Her description of the best education of children - a far cry from so much that's called education in our day or hers - made me want to cheer, or possibly weep:
"... the young creatures, having learned to use their own limbs and senses, and acquired the command of speech, begin to use their powers for the acquisition of materials for future thought. They listen, they look about them, they inquire, they read; and, above all, they dream."
If only it were always so.
* As part of the celebrations around Norwich becoming the first English UNESCO City of Literature, the writers' co-operative 26 has come up the project 26 Norwich Writers, in which 26 contemporary writers have been randomly paired with 26 writers from or associated with the city in its long history, and asked to write a response. 26 students from the University of East Anglia are doing the same. That's a lot of 26s in 1 paragraph. Unless it should be 26's ...

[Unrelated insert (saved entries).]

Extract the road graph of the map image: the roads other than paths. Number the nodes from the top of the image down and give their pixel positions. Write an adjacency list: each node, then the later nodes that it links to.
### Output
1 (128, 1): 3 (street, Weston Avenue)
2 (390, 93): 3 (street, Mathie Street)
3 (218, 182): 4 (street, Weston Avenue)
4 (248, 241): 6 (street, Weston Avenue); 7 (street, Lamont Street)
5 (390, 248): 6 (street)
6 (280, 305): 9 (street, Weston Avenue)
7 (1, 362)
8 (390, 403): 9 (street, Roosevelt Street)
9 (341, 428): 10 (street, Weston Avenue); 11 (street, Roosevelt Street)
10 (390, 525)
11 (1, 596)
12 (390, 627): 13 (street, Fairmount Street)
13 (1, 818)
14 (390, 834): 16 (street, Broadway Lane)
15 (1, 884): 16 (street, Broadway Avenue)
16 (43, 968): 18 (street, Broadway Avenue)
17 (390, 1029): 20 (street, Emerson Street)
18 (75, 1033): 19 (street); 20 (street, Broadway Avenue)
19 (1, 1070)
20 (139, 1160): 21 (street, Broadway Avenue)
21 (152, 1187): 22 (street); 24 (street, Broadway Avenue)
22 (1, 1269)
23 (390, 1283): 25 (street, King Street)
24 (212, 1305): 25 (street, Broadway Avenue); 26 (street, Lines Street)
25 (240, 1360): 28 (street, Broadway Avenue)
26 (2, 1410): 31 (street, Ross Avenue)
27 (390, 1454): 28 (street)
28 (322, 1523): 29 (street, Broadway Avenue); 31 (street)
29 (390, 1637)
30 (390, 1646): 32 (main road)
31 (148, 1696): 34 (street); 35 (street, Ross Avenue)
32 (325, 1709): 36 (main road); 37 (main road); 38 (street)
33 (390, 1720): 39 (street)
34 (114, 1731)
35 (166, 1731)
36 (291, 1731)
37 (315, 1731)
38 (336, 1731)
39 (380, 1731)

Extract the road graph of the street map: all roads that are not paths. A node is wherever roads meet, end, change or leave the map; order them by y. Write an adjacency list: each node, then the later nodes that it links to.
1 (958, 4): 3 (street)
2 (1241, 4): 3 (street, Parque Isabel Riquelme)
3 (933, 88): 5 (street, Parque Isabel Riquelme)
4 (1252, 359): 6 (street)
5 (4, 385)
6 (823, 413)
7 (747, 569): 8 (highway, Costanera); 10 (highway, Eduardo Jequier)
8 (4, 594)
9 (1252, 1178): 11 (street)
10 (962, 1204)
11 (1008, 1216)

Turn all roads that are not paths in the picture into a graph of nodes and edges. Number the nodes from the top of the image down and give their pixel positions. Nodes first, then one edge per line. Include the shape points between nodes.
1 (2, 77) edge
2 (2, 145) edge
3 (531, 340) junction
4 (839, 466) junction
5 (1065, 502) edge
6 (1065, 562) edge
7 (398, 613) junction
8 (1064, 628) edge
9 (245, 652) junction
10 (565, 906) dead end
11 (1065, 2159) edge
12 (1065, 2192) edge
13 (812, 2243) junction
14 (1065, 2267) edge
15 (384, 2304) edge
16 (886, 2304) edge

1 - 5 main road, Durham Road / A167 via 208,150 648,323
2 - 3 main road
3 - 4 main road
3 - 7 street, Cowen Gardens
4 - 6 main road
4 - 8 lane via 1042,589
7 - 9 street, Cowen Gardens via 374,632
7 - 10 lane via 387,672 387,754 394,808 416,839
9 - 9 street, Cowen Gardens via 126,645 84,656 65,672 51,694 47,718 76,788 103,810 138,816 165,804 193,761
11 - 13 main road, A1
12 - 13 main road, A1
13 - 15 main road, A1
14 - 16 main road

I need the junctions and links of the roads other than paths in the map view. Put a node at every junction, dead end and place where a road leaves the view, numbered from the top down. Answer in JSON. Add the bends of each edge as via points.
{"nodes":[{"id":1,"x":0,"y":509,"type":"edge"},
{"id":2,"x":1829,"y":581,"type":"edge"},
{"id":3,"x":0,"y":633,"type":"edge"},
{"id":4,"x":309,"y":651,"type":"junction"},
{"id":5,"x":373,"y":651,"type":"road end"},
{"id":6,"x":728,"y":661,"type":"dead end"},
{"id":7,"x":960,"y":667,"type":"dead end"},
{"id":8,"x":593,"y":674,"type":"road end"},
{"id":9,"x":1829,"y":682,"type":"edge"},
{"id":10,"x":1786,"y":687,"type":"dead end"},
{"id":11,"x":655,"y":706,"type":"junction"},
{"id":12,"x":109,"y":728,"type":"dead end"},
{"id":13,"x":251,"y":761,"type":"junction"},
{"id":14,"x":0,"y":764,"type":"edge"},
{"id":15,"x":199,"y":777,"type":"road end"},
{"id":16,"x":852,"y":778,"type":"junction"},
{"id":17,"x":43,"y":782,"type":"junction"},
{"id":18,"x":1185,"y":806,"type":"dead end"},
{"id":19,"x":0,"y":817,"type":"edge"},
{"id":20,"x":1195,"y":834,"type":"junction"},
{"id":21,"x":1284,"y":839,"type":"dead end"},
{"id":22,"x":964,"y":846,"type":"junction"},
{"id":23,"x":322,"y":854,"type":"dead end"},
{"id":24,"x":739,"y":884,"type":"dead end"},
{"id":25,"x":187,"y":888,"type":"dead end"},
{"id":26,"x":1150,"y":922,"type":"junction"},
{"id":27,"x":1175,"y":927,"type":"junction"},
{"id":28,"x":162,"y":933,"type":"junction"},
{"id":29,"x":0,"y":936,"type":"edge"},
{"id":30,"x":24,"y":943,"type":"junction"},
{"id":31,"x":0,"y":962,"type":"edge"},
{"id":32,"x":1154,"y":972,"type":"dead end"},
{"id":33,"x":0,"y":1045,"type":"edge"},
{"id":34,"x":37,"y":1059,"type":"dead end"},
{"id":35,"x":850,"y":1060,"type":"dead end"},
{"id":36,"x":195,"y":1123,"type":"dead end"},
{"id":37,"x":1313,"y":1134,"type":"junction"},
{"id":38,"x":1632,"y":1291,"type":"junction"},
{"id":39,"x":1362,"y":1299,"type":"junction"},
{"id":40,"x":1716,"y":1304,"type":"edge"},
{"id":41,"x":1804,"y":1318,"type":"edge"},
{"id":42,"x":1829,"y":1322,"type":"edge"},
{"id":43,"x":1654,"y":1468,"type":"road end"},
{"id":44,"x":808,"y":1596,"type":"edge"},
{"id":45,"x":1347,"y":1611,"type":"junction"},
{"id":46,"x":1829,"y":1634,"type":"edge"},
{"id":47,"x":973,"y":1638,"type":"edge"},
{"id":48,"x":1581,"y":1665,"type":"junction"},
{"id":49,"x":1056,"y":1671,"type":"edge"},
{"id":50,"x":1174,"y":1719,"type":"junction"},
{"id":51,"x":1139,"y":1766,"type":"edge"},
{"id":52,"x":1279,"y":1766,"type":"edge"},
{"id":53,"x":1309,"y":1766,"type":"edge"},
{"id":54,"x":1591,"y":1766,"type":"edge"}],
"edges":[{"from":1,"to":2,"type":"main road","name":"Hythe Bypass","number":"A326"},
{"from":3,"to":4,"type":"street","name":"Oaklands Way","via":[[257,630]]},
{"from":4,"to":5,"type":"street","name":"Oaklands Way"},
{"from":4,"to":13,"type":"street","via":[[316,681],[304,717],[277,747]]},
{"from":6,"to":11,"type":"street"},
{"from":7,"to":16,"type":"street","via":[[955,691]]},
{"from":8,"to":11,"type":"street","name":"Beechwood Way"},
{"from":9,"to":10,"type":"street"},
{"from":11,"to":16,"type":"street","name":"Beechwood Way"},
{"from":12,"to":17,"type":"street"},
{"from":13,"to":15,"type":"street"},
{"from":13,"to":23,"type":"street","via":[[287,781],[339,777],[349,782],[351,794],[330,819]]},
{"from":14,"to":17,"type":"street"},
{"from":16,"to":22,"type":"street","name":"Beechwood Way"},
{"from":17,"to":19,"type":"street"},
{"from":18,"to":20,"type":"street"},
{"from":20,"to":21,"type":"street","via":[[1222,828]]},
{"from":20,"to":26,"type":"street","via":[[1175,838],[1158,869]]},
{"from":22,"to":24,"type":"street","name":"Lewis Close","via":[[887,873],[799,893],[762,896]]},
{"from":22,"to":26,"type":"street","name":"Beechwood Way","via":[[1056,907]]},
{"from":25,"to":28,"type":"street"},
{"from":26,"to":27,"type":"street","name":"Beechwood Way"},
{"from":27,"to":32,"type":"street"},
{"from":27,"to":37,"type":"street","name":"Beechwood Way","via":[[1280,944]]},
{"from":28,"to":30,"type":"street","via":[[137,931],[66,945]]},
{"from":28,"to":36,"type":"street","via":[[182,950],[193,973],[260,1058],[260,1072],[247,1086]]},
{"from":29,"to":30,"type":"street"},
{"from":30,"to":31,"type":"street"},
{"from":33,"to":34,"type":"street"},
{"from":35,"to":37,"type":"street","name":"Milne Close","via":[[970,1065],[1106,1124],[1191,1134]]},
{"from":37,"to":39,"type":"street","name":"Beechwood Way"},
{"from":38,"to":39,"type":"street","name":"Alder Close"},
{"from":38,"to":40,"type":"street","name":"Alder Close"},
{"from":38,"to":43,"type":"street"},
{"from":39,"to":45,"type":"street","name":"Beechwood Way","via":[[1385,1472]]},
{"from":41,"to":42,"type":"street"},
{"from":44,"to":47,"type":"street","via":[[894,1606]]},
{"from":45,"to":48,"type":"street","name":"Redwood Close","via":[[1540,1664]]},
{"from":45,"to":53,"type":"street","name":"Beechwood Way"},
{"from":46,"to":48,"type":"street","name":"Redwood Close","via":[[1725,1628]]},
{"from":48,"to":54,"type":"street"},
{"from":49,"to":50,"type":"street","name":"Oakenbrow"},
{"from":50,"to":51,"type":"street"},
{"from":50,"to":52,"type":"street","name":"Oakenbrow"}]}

** People like Charles Babbage, Charlotte Bronte, Thomas Carlyle, Darwin, Dickens, George Eliot, Malthus, Florence Nightingale and William Wordsworth visited her, though not, we hope, all on the same day.
Joan Lennon's website.
6 comments:
Wonderful stuff! Thank you.
Thanks for sharing the Harrietisms Joan- I will be passing them on. The 26 project sounds brilliant and I would love to hear more about it as it unfolds
I'd love to know what she thought were 'noble' books! did she have a recommended reading list? Very interesting post, Joan. Thank you, and good luck with the 26's!
Hooray for Harriet! I particularly liked "should be read to" too.
Yes - though I too am a bit suspicious about the "noble" books. Hopefully she's not of the Mr Collins of Pride and Prejudice school of thought that young ladies should only be read sermons...
Thanks for your comments - and don't worry - our Harriet was as un-Mr Collins as it's possible to get!
For some reason, the link to 26 in the * paragraph barely shows, but a little judicious hovering and it'll click you through to their website and more information.